— BRIEF —
Scan the listing below for the word "潞阳门南路", then copy each line that has it.
***
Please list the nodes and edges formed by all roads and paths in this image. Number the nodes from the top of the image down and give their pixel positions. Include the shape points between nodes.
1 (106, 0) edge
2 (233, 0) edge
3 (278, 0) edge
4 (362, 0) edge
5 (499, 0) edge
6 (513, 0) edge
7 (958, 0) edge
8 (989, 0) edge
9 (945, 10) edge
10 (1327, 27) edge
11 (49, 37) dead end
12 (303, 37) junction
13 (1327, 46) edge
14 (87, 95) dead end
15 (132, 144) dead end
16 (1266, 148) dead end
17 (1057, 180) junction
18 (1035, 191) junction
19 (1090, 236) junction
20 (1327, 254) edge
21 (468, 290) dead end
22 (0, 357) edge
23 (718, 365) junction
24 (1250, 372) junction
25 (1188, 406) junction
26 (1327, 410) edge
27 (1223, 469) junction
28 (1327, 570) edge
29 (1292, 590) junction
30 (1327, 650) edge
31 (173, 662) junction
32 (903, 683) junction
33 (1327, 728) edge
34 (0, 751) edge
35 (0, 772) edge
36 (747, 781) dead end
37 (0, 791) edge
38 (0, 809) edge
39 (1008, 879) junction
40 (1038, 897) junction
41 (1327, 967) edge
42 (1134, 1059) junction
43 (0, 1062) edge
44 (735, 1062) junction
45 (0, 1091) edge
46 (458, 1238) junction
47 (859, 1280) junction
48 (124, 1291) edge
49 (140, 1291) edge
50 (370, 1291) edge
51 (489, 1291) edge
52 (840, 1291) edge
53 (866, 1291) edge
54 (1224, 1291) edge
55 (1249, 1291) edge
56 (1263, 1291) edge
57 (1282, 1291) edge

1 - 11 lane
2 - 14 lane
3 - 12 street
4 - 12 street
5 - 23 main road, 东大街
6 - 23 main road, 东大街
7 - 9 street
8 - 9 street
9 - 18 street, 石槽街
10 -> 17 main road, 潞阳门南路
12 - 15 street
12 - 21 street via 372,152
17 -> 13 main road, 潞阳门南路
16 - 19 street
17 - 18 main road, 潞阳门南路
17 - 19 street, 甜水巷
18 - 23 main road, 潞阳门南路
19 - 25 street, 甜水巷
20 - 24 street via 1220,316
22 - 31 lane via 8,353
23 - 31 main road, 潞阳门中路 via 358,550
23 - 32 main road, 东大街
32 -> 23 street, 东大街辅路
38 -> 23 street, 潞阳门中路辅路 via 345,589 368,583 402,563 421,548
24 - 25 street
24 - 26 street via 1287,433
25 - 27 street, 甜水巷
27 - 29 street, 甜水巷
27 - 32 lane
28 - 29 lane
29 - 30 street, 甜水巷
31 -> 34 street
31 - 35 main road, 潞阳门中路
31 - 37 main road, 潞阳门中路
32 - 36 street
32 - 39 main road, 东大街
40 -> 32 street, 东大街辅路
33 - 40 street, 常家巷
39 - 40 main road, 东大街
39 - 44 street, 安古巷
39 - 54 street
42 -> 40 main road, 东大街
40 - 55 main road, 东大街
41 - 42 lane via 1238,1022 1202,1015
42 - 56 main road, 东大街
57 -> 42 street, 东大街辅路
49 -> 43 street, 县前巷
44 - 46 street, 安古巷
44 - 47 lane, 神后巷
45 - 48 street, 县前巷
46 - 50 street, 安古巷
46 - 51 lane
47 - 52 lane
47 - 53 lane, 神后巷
***
— OUTPUT OF THE EXERCISE —
10 -> 17 main road, 潞阳门南路
17 -> 13 main road, 潞阳门南路
17 - 18 main road, 潞阳门南路
18 - 23 main road, 潞阳门南路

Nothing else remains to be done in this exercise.